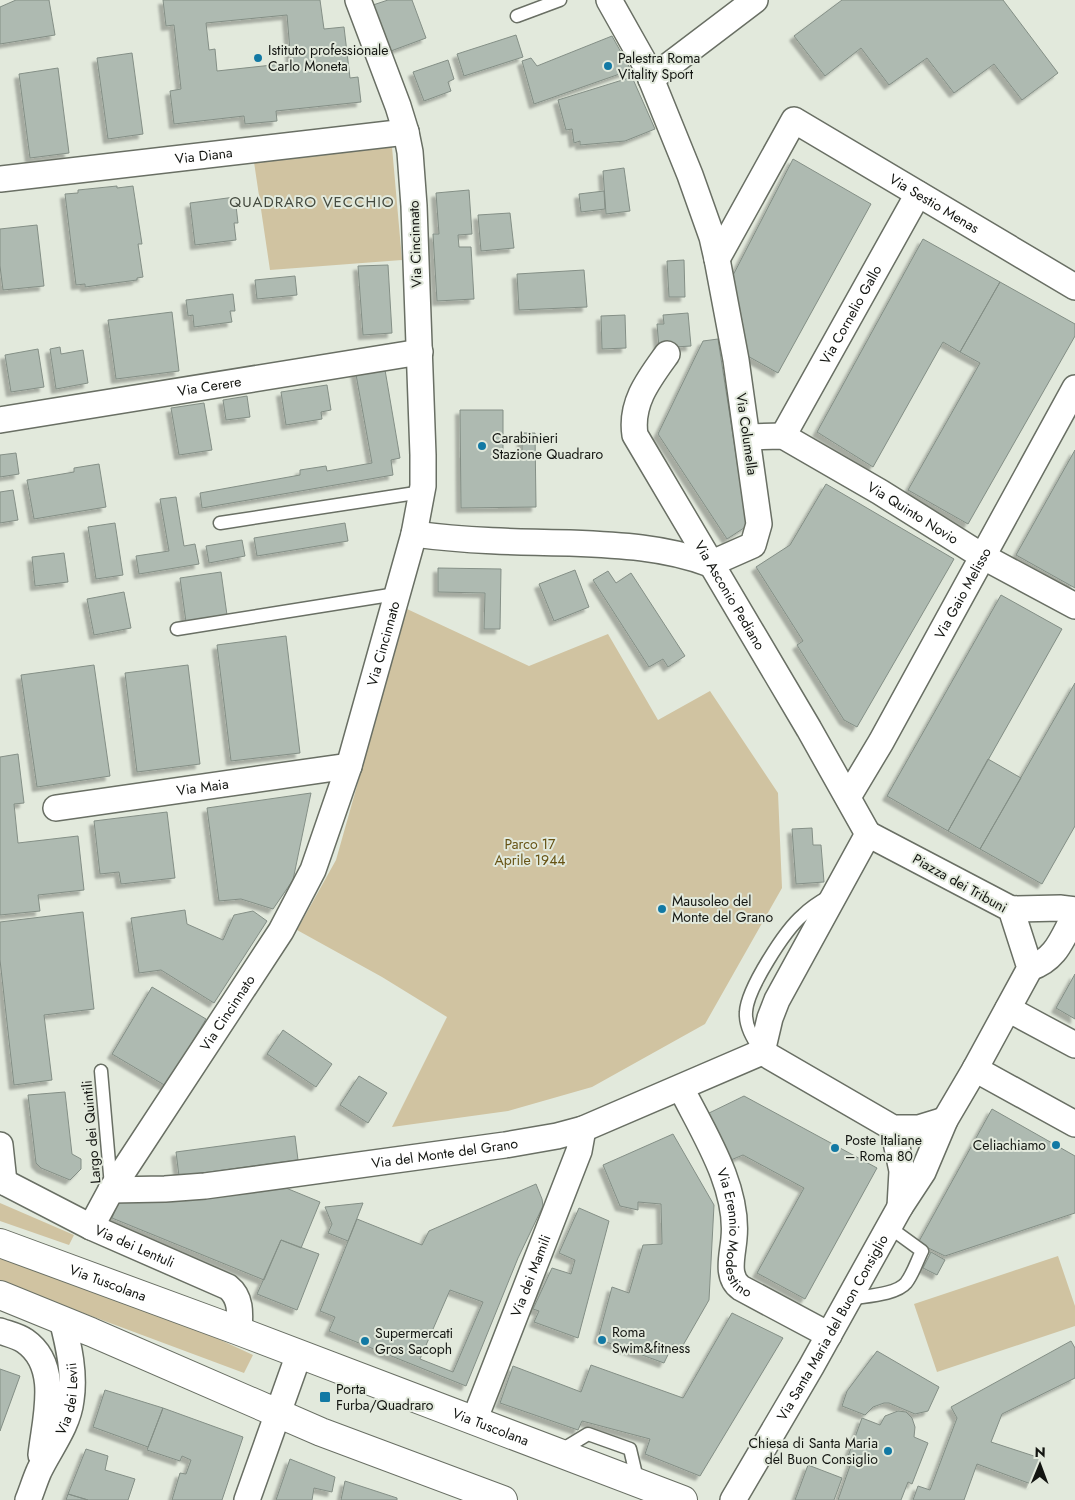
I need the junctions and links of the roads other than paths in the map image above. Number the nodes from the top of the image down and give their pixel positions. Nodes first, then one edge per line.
1 (358, 0) edge
2 (560, 0) edge
3 (608, 0) edge
4 (755, 0) edge
5 (517, 16) dead end
6 (651, 79) junction
7 (406, 132) junction
8 (0, 179) edge
9 (918, 194) junction
10 (718, 259) junction
11 (1075, 288) edge
12 (420, 352) junction
13 (667, 354) dead end
14 (1075, 388) edge
15 (0, 420) edge
16 (783, 436) junction
17 (748, 437) junction
18 (422, 492) junction
19 (220, 523) dead end
20 (414, 534) junction
21 (982, 556) junction
22 (710, 564) junction
23 (396, 594) junction
24 (1075, 606) edge
25 (177, 629) dead end
26 (348, 766) junction
27 (848, 797) junction
28 (56, 808) dead end
29 (868, 834) junction
30 (1011, 909) junction
31 (1075, 910) edge
32 (1075, 915) edge
33 (1030, 968) junction
34 (1008, 1009) junction
35 (1075, 1045) edge
36 (762, 1052) junction
37 (975, 1069) junction
38 (102, 1071) dead end
39 (681, 1088) junction
40 (945, 1120) junction
41 (1075, 1124) edge
42 (893, 1128) junction
43 (583, 1129) junction
44 (0, 1145) edge
45 (2, 1181) edge
46 (111, 1190) junction
47 (894, 1217) junction
48 (91, 1227) junction
49 (0, 1243) edge
50 (0, 1295) edge
51 (849, 1298) junction
52 (62, 1320) junction
53 (0, 1331) edge
54 (239, 1331) junction
55 (829, 1335) junction
56 (299, 1354) junction
57 (278, 1414) junction
58 (474, 1421) junction
59 (39, 1472) junction
60 (28, 1500) edge
61 (247, 1500) edge
62 (503, 1500) edge
63 (683, 1500) edge
64 (733, 1500) edge

1 - 7 street, Via Cincinnato
2 - 5 lane
3 - 6 street, Via Columella
4 - 6 street
6 - 10 street, Via Columella
7 - 8 street, Via Diana
7 - 12 street, Via Cincinnato
9 - 10 street, Via Sestio Menas
9 - 11 street, Via Sestio Menas
9 - 16 street, Via Cornelio Gallo
10 - 17 street, Via Columella
12 - 15 street, Via Cerere
12 - 18 street, Via Cincinnato
13 - 22 street, Via Asconio Pediano
14 - 21 street, Via Gaio Melisso
16 - 17 street
16 - 21 street, Via Quinto Novio
17 - 22 street, Via Columella
18 - 19 lane
18 - 20 street, Via Cincinnato
20 - 22 street
20 - 23 street, Via Cincinnato
21 - 24 street, Via Quinto Novio
21 - 27 street, Via Gaio Melisso
22 - 27 street, Via Asconio Pediano
23 - 25 lane
23 - 26 street, Via Cincinnato
26 - 28 street, Via Maia
26 - 46 street, Via Cincinnato
27 - 29 street, Via Asconio Pediano
29 - 30 street, Piazza dei Tribuni
29 - 36 street
30 - 31 street
30 - 33 street, Piazza dei Tribuni
32 - 33 street
33 - 34 street
34 - 35 street
34 - 37 street
36 - 39 street, Via del Monte del Grano
36 - 42 street
37 - 40 street
37 - 41 street
38 - 46 lane, Largo dei Quintili
39 - 43 street, Via del Monte del Grano
39 - 55 street, Via Erennio Modestino
40 - 42 street
40 - 47 street, Via Santa Maria del Buon Consiglio
42 - 47 street, Via Santa Maria del Buon Consiglio
43 - 46 street, Via del Monte del Grano
43 - 58 street, Via dei Mamili
44 - 45 street
45 - 48 street, Via dei Lentuli
46 - 48 street, Via Cincinnato
47 - 51 street, Via Santa Maria del Buon Consiglio
47 - 51 lane
48 - 54 street, Via dei Lentuli
49 - 54 main road, Via Tuscolana
50 - 52 main road
51 - 55 street, Via Santa Maria del Buon Consiglio
52 - 57 main road
52 - 59 street, Via dei Levii
53 - 59 street, Via dei Levii
54 - 56 main road, Via Tuscolana
55 - 64 street, Via Santa Maria del Buon Consiglio
56 - 57 street
56 - 58 main road, Via Tuscolana
57 - 61 street
57 - 62 main road
58 - 63 main road, Via Tuscolana
59 - 60 street, Via dei Levii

= Assignment =
Which of the lines above include the word "Santa"? Copy each of them.

= Task output =
40 - 47 street, Via Santa Maria del Buon Consiglio
42 - 47 street, Via Santa Maria del Buon Consiglio
47 - 51 street, Via Santa Maria del Buon Consiglio
51 - 55 street, Via Santa Maria del Buon Consiglio
55 - 64 street, Via Santa Maria del Buon Consiglio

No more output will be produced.